→ **Aim of the task**
Write out each record below exactly, but not the pictures.

→ **Provided records**
======

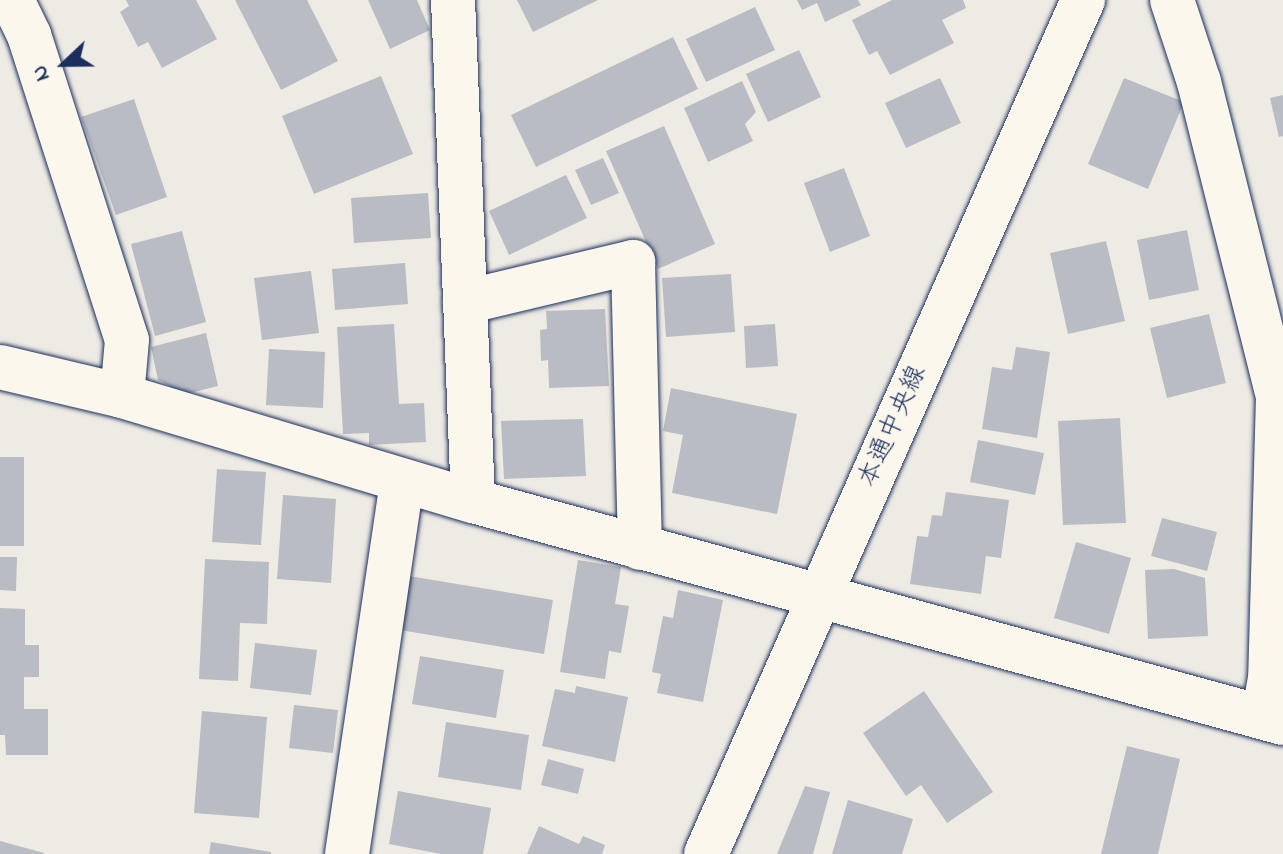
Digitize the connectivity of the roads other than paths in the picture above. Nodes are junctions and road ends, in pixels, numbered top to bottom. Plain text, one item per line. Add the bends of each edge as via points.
1 (12, 0) edge
2 (453, 0) edge
3 (1083, 0) edge
4 (1172, 0) edge
5 (465, 302) junction
6 (0, 367) edge
7 (122, 396) junction
8 (1280, 398) edge
9 (402, 481) junction
10 (473, 501) junction
11 (640, 548) junction
12 (821, 597) junction
13 (1273, 720) edge
14 (347, 854) edge
15 (706, 854) edge

1 - 7 street via 29,35 127,340
2 - 5 street
3 - 12 street, 本通中央線
4 - 8 street via 1199,82
5 - 10 street
5 - 11 street via 633,262
6 - 7 street
7 - 9 street
8 - 13 street
9 - 10 street
9 - 14 street
10 - 11 street
11 - 12 street
12 - 13 street
12 - 15 street, 本通中央線

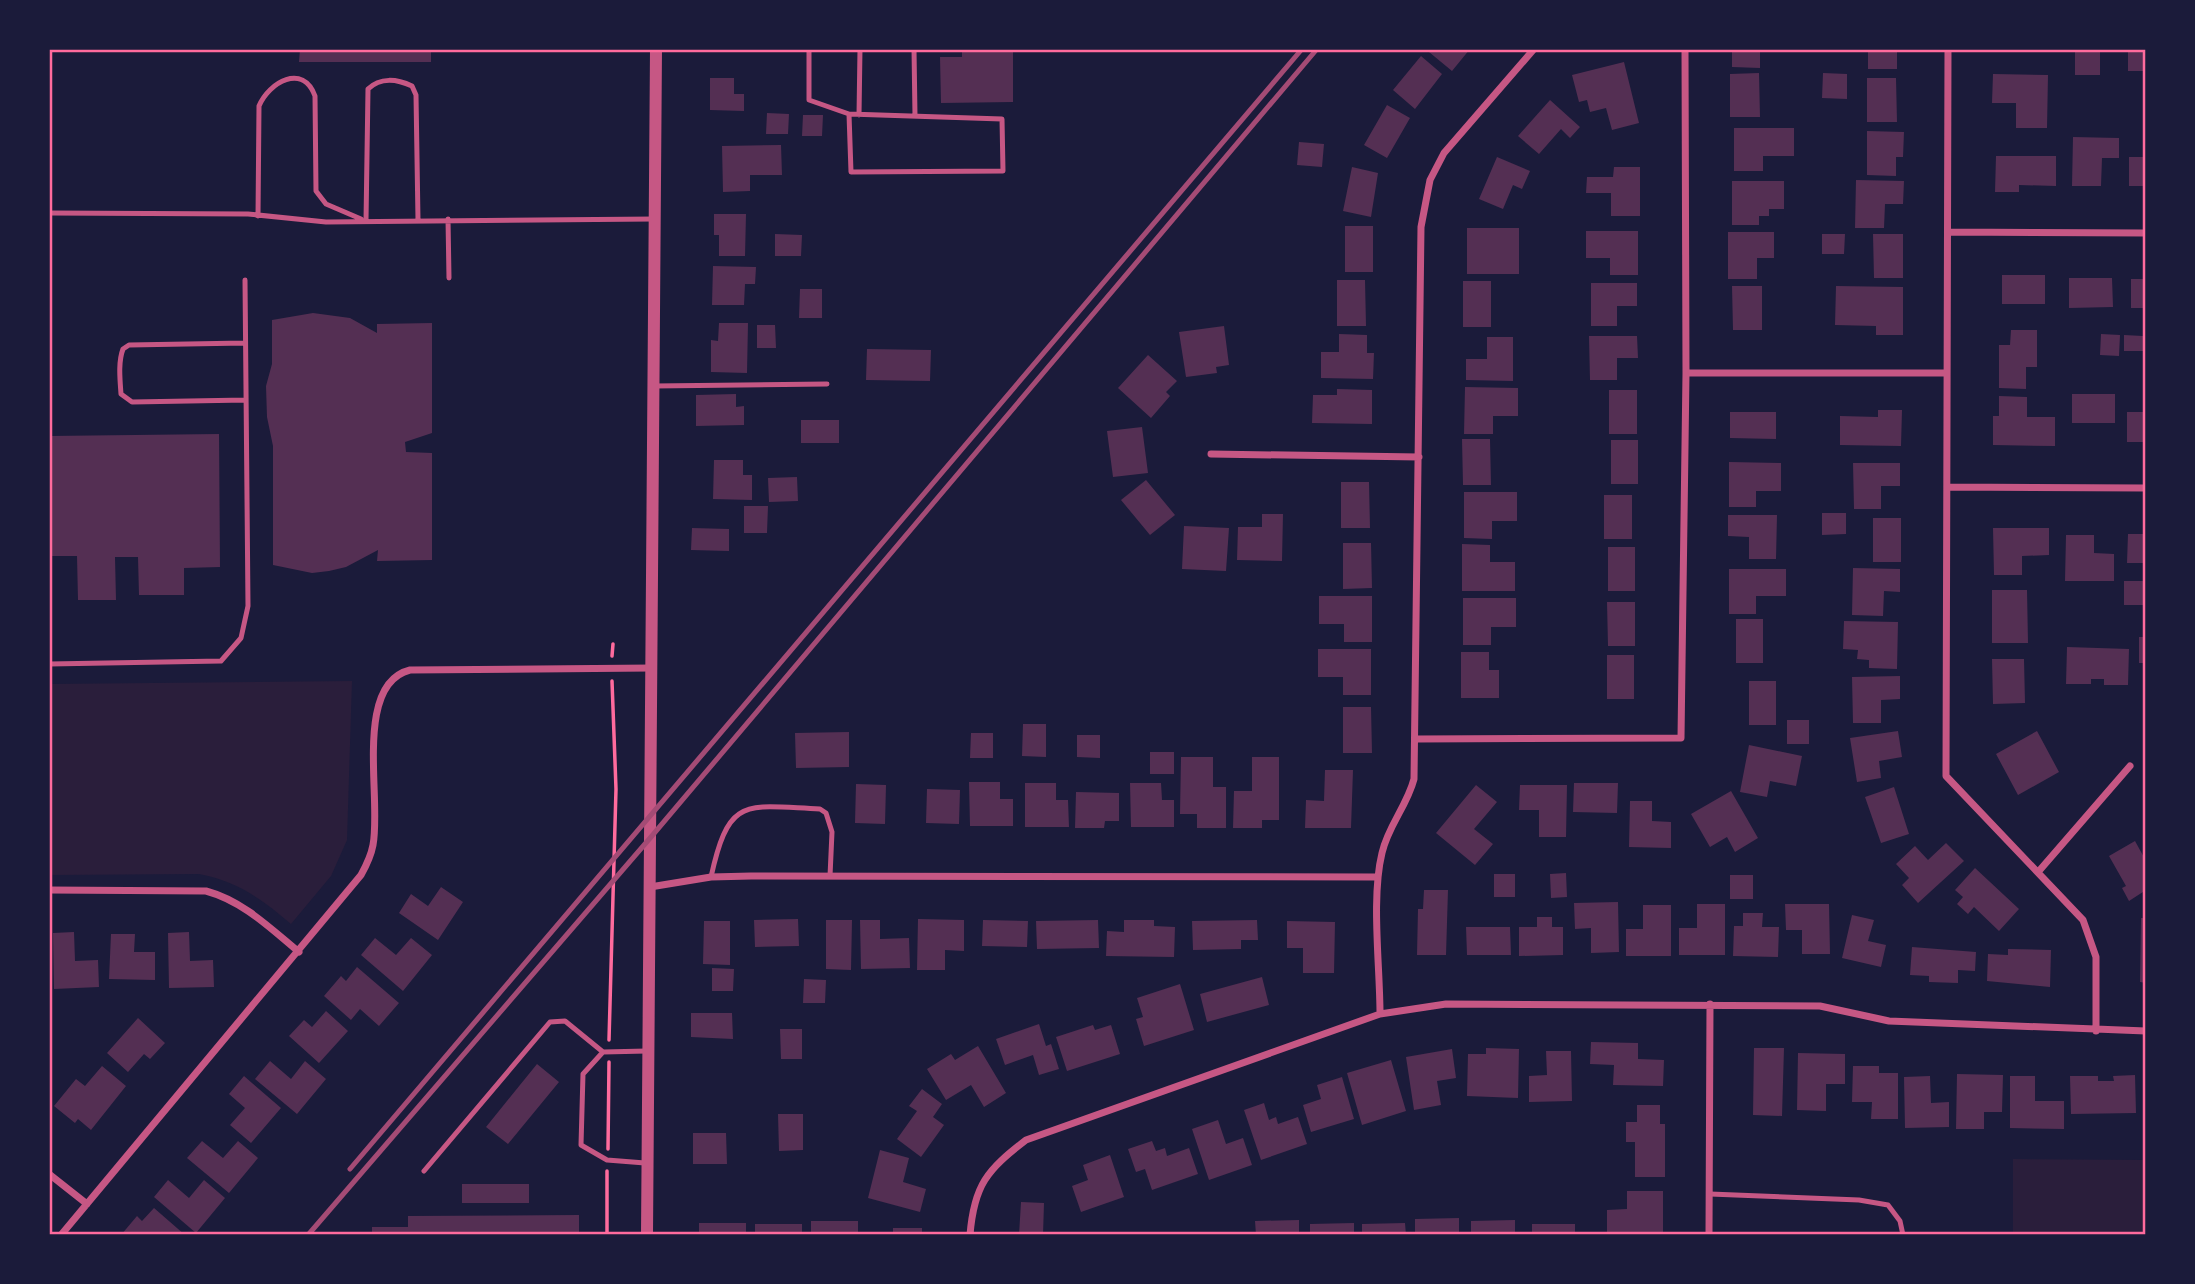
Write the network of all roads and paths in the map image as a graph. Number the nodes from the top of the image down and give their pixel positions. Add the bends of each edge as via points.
1 (656, 49) edge
2 (809, 49) edge
3 (860, 49) edge
4 (914, 49) edge
5 (1534, 49) edge
6 (1685, 49) edge
7 (1948, 49) edge
8 (849, 114) junction
9 (859, 114) junction
10 (915, 116) junction
11 (49, 213) edge
12 (258, 216) junction
13 (448, 219) junction
14 (655, 219) junction
15 (418, 220) junction
16 (366, 221) junction
17 (1949, 232) junction
18 (2146, 233) edge
19 (449, 278) dead end
20 (245, 280) dead end
21 (245, 343) junction
22 (1686, 373) junction
23 (1947, 373) junction
24 (827, 384) dead end
25 (654, 386) junction
26 (246, 400) junction
27 (1211, 454) dead end
28 (1419, 457) junction
29 (1948, 487) junction
30 (2146, 488) edge
31 (49, 664) edge
32 (652, 668) junction
33 (612, 696) dead end
34 (1416, 739) junction
35 (2130, 766) dead end
36 (2039, 871) junction
37 (830, 876) junction
38 (711, 877) junction
39 (1378, 877) junction
40 (650, 887) junction
41 (49, 890) edge
42 (299, 952) junction
43 (1710, 1004) junction
44 (1380, 1014) junction
45 (2096, 1031) junction
46 (2146, 1031) edge
47 (606, 1051) junction
48 (647, 1051) junction
49 (607, 1160) junction
50 (646, 1163) junction
51 (424, 1171) dead end
52 (49, 1174) edge
53 (1710, 1194) junction
54 (87, 1204) junction
55 (61, 1235) edge
56 (607, 1235) edge
57 (647, 1235) edge
58 (970, 1235) edge
59 (1709, 1235) edge
60 (1903, 1235) edge

1 - 14 street
2 - 8 lane via 808,100
3 - 9 lane
4 - 10 lane
5 - 28 street via 1444,153 1430,180 1421,227
6 - 22 street
7 - 17 street
8 - 9 lane
8 - 10 lane via 851,172 1003,171 1002,119
9 - 10 lane
11 - 12 lane
12 - 16 lane
12 - 16 lane via 259,106 274,85 302,79 311,85 314,96 316,191 326,204
13 - 14 lane
13 - 15 lane
13 - 19 lane
14 - 25 street
15 - 16 lane
15 - 16 lane via 416,96 412,86 386,80 368,89
17 - 18 street
17 - 23 street
20 - 21 lane
21 - 26 lane
21 - 26 lane via 128,345 120,356 120,384 121,394 132,402
22 - 23 street
22 - 34 street via 1681,738
23 - 29 street
24 - 25 lane
25 - 32 street
26 - 31 lane via 248,606 241,638 220,661
27 - 28 street
28 - 34 street
29 - 30 street
29 - 36 street via 1946,776
32 - 40 street
32 - 42 street via 398,673 380,695 376,710 374,844 369,860
33 - 47 path via 616,789
34 - 39 street via 1409,801 1382,850
35 - 36 street
36 - 45 street via 2083,920 2096,957
37 - 38 street
37 - 38 lane via 832,832 827,813 754,807 732,819 719,838
37 - 39 street
38 - 40 street
39 - 44 street
40 - 48 street
41 - 42 street via 206,891 226,896 253,913
42 - 54 street
43 - 44 street via 1446,1004
43 - 45 street via 1820,1006 1889,1021
43 - 53 street
44 - 58 street via 1026,1140 993,1166 972,1203
45 - 46 street
47 - 48 lane
47 - 49 path
47 - 49 lane via 583,1074 581,1145
47 - 51 lane via 565,1021 550,1022
48 - 50 street
49 - 50 lane
49 - 56 path
50 - 57 street
52 - 54 street
53 - 59 street
53 - 60 lane via 1888,1205 1900,1221
54 - 55 street

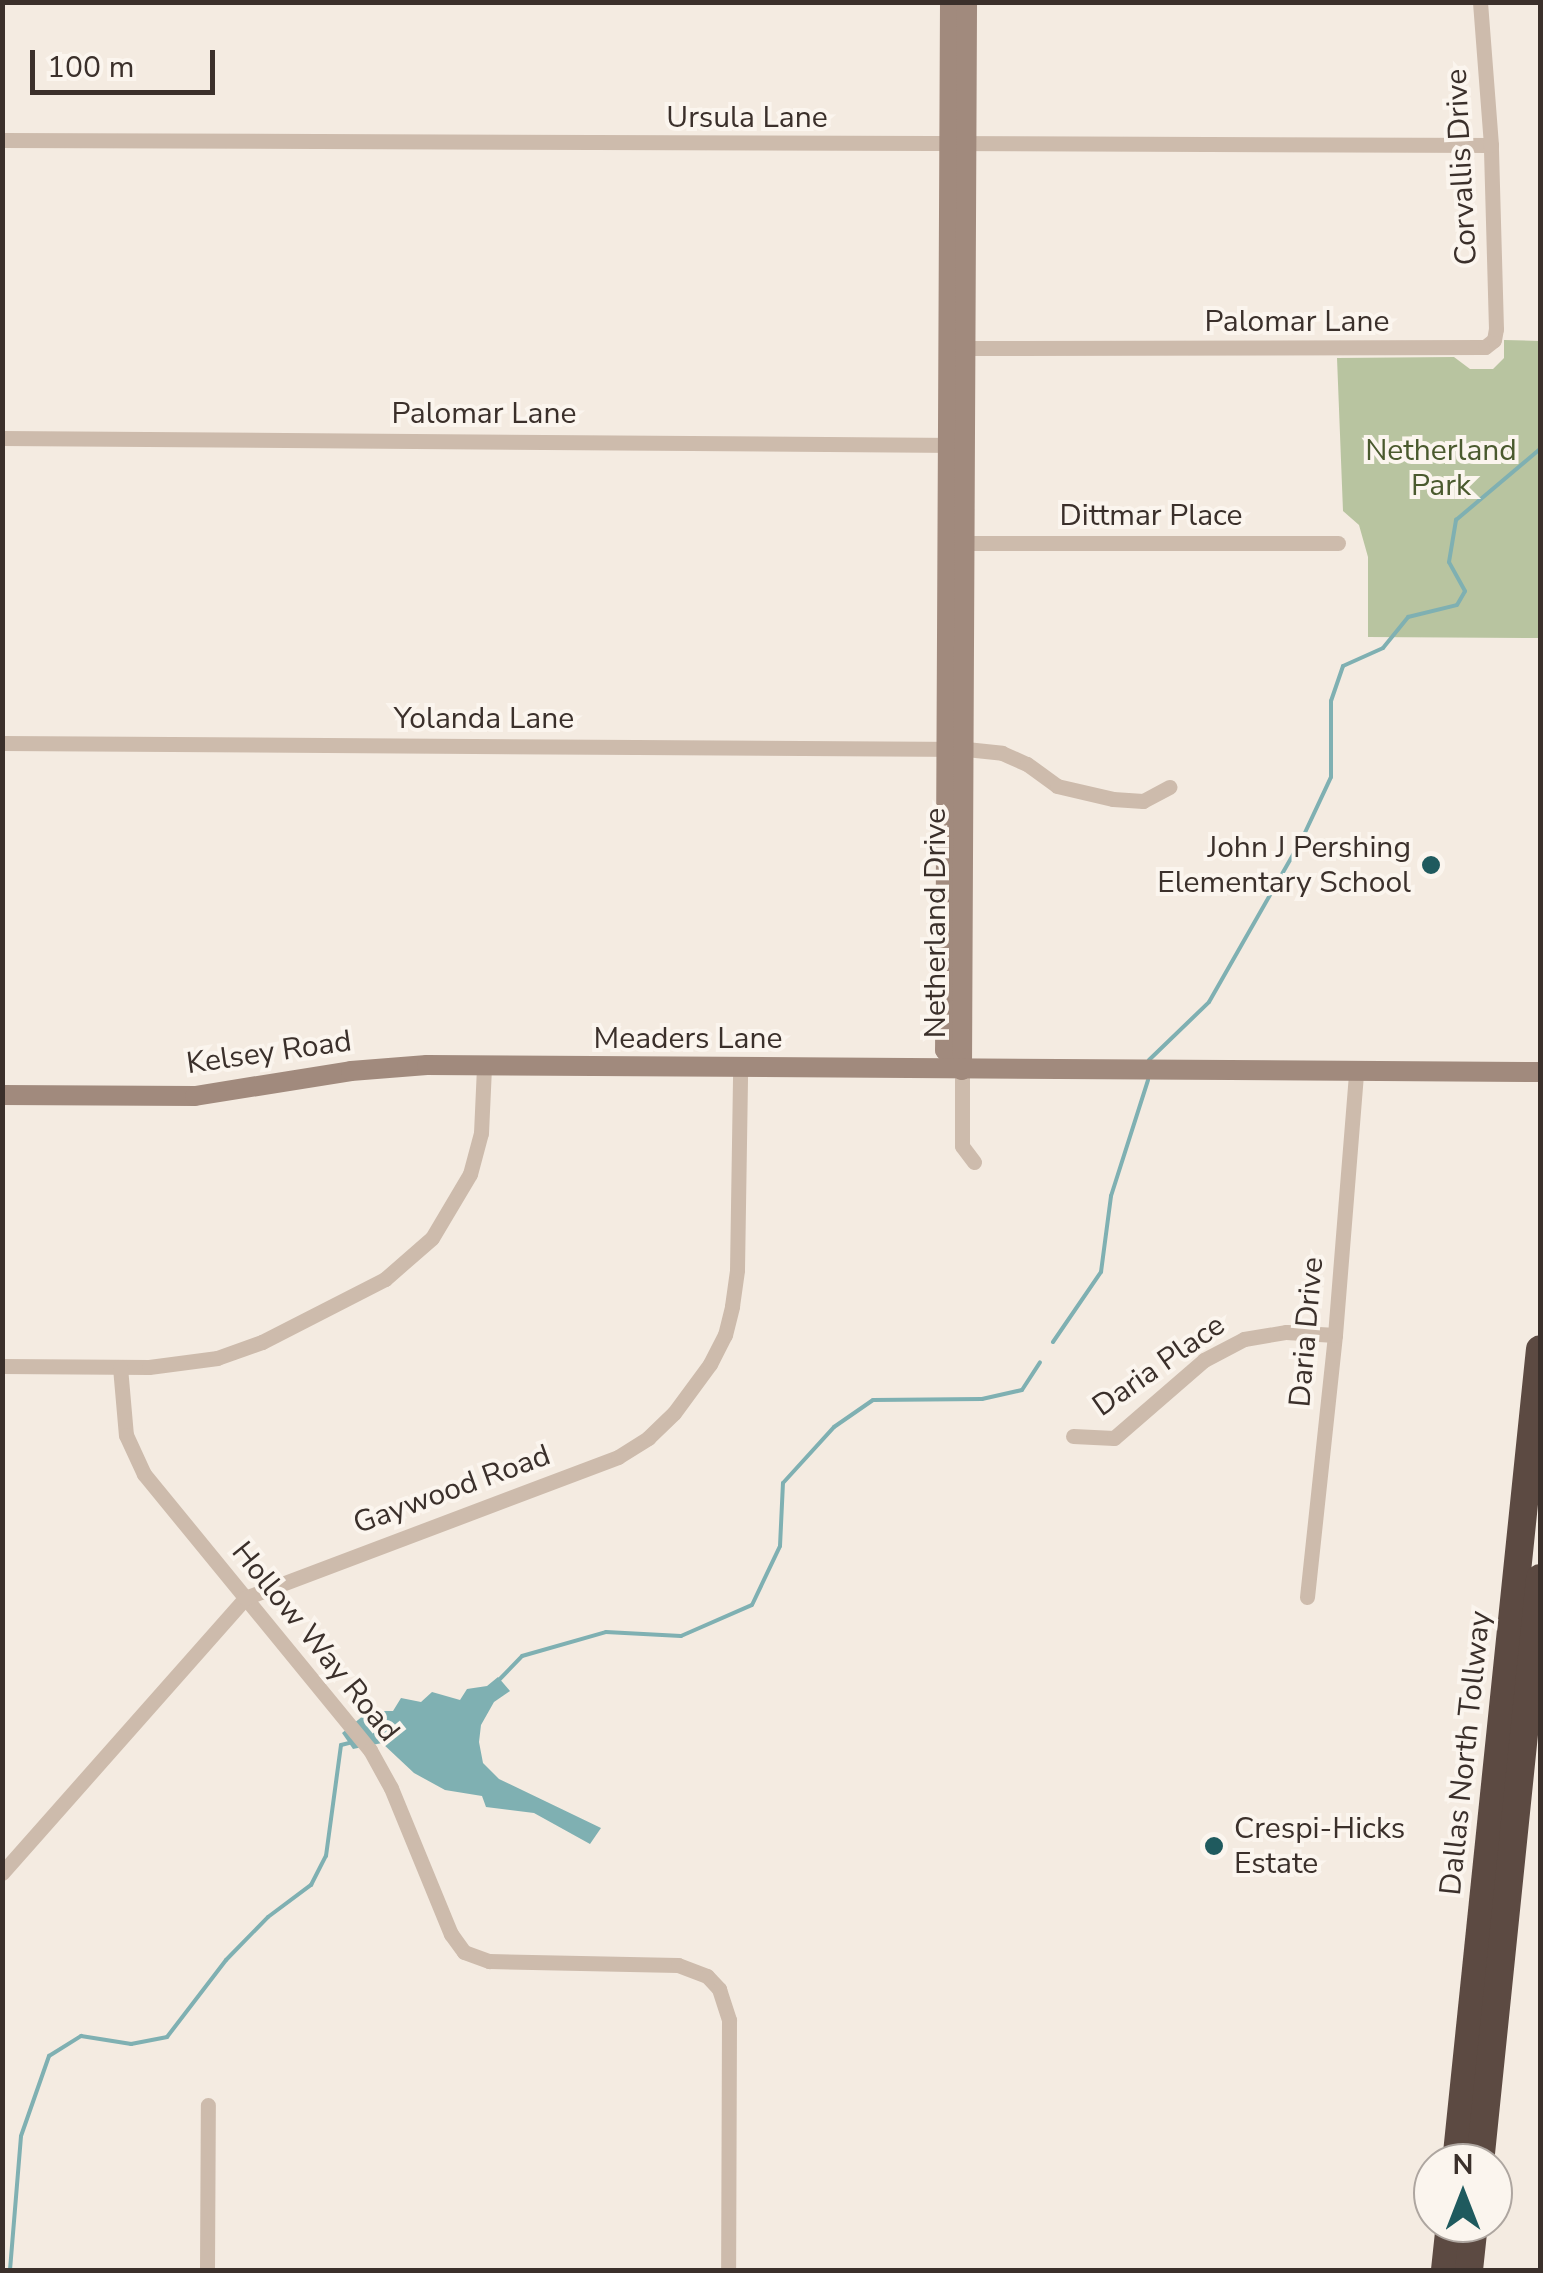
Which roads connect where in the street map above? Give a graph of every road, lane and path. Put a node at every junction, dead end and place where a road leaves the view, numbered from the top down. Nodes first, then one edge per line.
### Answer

======

→ **Reply**
Digitize the connectivity of the roads other than paths in the picture above. Nodes are junctions and road ends, in pixels, numbered top to bottom. Plain text, one item per line. Add the bends of each edge as via points.
1 (12, 0) edge
2 (453, 0) edge
3 (1083, 0) edge
4 (1172, 0) edge
5 (465, 302) junction
6 (0, 367) edge
7 (122, 396) junction
8 (1280, 398) edge
9 (402, 481) junction
10 (473, 501) junction
11 (640, 548) junction
12 (821, 597) junction
13 (1273, 720) edge
14 (347, 854) edge
15 (706, 854) edge

1 - 7 street via 29,35 127,340
2 - 5 street
3 - 12 street, 本通中央線
4 - 8 street via 1199,82
5 - 10 street
5 - 11 street via 633,262
6 - 7 street
7 - 9 street
8 - 13 street
9 - 10 street
9 - 14 street
10 - 11 street
11 - 12 street
12 - 13 street
12 - 15 street, 本通中央線

Write the network of all roads and paths in the map image as a graph. Number the nodes from the top of the image down and give their pixel positions. Add the bends of each edge as via points.
1 (656, 49) edge
2 (809, 49) edge
3 (860, 49) edge
4 (914, 49) edge
5 (1534, 49) edge
6 (1685, 49) edge
7 (1948, 49) edge
8 (849, 114) junction
9 (859, 114) junction
10 (915, 116) junction
11 (49, 213) edge
12 (258, 216) junction
13 (448, 219) junction
14 (655, 219) junction
15 (418, 220) junction
16 (366, 221) junction
17 (1949, 232) junction
18 (2146, 233) edge
19 (449, 278) dead end
20 (245, 280) dead end
21 (245, 343) junction
22 (1686, 373) junction
23 (1947, 373) junction
24 (827, 384) dead end
25 (654, 386) junction
26 (246, 400) junction
27 (1211, 454) dead end
28 (1419, 457) junction
29 (1948, 487) junction
30 (2146, 488) edge
31 (49, 664) edge
32 (652, 668) junction
33 (612, 696) dead end
34 (1416, 739) junction
35 (2130, 766) dead end
36 (2039, 871) junction
37 (830, 876) junction
38 (711, 877) junction
39 (1378, 877) junction
40 (650, 887) junction
41 (49, 890) edge
42 (299, 952) junction
43 (1710, 1004) junction
44 (1380, 1014) junction
45 (2096, 1031) junction
46 (2146, 1031) edge
47 (606, 1051) junction
48 (647, 1051) junction
49 (607, 1160) junction
50 (646, 1163) junction
51 (424, 1171) dead end
52 (49, 1174) edge
53 (1710, 1194) junction
54 (87, 1204) junction
55 (61, 1235) edge
56 (607, 1235) edge
57 (647, 1235) edge
58 (970, 1235) edge
59 (1709, 1235) edge
60 (1903, 1235) edge

1 - 14 street
2 - 8 lane via 808,100
3 - 9 lane
4 - 10 lane
5 - 28 street via 1444,153 1430,180 1421,227
6 - 22 street
7 - 17 street
8 - 9 lane
8 - 10 lane via 851,172 1003,171 1002,119
9 - 10 lane
11 - 12 lane
12 - 16 lane
12 - 16 lane via 259,106 274,85 302,79 311,85 314,96 316,191 326,204
13 - 14 lane
13 - 15 lane
13 - 19 lane
14 - 25 street
15 - 16 lane
15 - 16 lane via 416,96 412,86 386,80 368,89
17 - 18 street
17 - 23 street
20 - 21 lane
21 - 26 lane
21 - 26 lane via 128,345 120,356 120,384 121,394 132,402
22 - 23 street
22 - 34 street via 1681,738
23 - 29 street
24 - 25 lane
25 - 32 street
26 - 31 lane via 248,606 241,638 220,661
27 - 28 street
28 - 34 street
29 - 30 street
29 - 36 street via 1946,776
32 - 40 street
32 - 42 street via 398,673 380,695 376,710 374,844 369,860
33 - 47 path via 616,789
34 - 39 street via 1409,801 1382,850
35 - 36 street
36 - 45 street via 2083,920 2096,957
37 - 38 street
37 - 38 lane via 832,832 827,813 754,807 732,819 719,838
37 - 39 street
38 - 40 street
39 - 44 street
40 - 48 street
41 - 42 street via 206,891 226,896 253,913
42 - 54 street
43 - 44 street via 1446,1004
43 - 45 street via 1820,1006 1889,1021
43 - 53 street
44 - 58 street via 1026,1140 993,1166 972,1203
45 - 46 street
47 - 48 lane
47 - 49 path
47 - 49 lane via 583,1074 581,1145
47 - 51 lane via 565,1021 550,1022
48 - 50 street
49 - 50 lane
49 - 56 path
50 - 57 street
52 - 54 street
53 - 59 street
53 - 60 lane via 1888,1205 1900,1221
54 - 55 street

Which roads connect where in the street map above? Give a graph of every road, lane and path. Put a node at every junction, dead end and place where a road leaves the view, numbered from the top down. Nodes first, then one edge per line.
### Answer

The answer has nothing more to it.